Note that we specified the start frequencies with a vector of two numbers, (p, Y), in this case, instead of three (X, Y, Z). because we used the MedeaYp model. FreqByTimePlot
expects a model parameterized in p and Y.
DeFinetti plots represent genotypes (X, Y, Z) in a triangular state-space where the three frequencies have to add up to 1. The DeFinetti
function therefore requires a model in XYZ. The function is good for looking at how evolution depends on initial frequencies, holding all else constant.
DeFinetti(startingpoints = "Boundary", k1 = 1, k2 = 0.65, S = 0.6, sexes = "both", plotgens = 15, weights = 2, mod = MedeaXYZ)
The horizontal axis represents the allele frequency, p, and the vertical axis is the heterozygote frequency, Y. The curved lines represent the expected Hardy-Weinberg equilibrium genotype frequencies, with (dashed) or without (solid) selfing. What we see is that, for the parameters specified, genotype frequencies evolve to p = 0 or p = 1, depending on the starting frequencies, and that the trajectories follow a manifold with higher heterozygosity that we’d see absent selection.
Equilibria
What is the initial frequency above which the allele frequency increases, and below which it decreases? For the monoecious model, we can find it using AddTheoryEquilibrium
. This will add the equilibrium for p and Y to the plot, and also output them to a list.
DeFinetti(startingpoints = "Boundary", k1 = 1, k2 = 0.65, S = 0.6, sexes = "both", plotgens = 15, weights = 2, mod = MedeaXYZ)
hats <- AddTheoryEquilibrium(k1 = 1, k2 = 0.65, S = 0.6)
hats$p_hat
#> [1] 0.3312831
hats$Y_hat
#> [1] 0.3123028
For the androdioecious models, there is no simple formula for the equilibrium values, but they can be found numerically, using the very slow AddNumericEquilibrium
function.
Finally, we can plot the equilibrium allele frequency, above which the allele increases and below which it decreases, as a function of selfing rate. For the monoecious model, we can use the analytical results from the paper.
thresholds <- TheoryPhat(residents = c(0.1,0.5,0.9))

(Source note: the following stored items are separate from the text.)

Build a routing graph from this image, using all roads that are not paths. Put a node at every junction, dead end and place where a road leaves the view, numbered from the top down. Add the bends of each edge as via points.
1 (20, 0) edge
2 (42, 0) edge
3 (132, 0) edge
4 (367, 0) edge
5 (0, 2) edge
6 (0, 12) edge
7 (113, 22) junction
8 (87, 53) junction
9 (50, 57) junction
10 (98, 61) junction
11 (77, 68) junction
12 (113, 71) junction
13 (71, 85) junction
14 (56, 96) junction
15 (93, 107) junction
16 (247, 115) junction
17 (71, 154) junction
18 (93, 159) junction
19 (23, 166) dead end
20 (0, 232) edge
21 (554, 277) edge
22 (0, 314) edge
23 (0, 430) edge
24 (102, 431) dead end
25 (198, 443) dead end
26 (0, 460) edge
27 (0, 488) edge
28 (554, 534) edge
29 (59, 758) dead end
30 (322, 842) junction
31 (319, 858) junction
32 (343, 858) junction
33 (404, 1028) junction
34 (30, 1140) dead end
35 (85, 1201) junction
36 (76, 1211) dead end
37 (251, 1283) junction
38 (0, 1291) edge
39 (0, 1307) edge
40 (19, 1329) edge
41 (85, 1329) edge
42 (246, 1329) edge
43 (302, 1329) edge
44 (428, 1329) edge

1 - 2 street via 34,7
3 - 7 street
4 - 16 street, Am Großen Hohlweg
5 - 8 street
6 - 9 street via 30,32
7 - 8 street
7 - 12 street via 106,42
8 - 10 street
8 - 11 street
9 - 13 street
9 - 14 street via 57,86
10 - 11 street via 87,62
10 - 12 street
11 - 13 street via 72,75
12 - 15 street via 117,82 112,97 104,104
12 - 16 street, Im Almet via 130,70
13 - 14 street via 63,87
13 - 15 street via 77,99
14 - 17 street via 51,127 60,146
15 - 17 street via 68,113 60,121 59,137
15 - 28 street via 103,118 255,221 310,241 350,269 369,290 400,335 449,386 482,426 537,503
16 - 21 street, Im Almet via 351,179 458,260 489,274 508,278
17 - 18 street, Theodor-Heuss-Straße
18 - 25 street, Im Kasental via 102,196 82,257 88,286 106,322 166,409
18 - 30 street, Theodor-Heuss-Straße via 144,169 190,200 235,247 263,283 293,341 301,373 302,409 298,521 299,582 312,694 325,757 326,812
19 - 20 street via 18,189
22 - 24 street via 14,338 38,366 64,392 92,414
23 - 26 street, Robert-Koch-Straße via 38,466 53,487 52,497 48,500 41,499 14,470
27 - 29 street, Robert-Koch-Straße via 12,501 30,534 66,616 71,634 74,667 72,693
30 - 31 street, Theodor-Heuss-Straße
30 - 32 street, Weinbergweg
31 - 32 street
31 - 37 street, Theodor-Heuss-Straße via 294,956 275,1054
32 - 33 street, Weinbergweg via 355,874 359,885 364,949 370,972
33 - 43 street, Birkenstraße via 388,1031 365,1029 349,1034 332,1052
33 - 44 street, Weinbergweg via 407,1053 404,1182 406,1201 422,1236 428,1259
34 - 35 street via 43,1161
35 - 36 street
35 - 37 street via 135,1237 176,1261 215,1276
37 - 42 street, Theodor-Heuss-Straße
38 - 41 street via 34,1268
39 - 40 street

Here we see that the equilibrium value of p is higher at higher rates of selfing, and that it varies as a function of the relative penetrances. In this case, we’re looking at resident alleles that are 10%, 50%, and 90% as penetrant as the invading allele. These values are represented by color, from red (invader much more penetrant) to black (invader only slightly more penetrant).
Under androdioecy, these equilibria have to be found numerically, which is slow. But NumericPhat
will do it.
Summary
Medea and peel alleles have unintuitive behaviors under partial selfing. Playing around with the relevant parameters – starting frequencies, penetrances, selfing rates, allele types, and mating systems – makes it possible to develop some intuitions.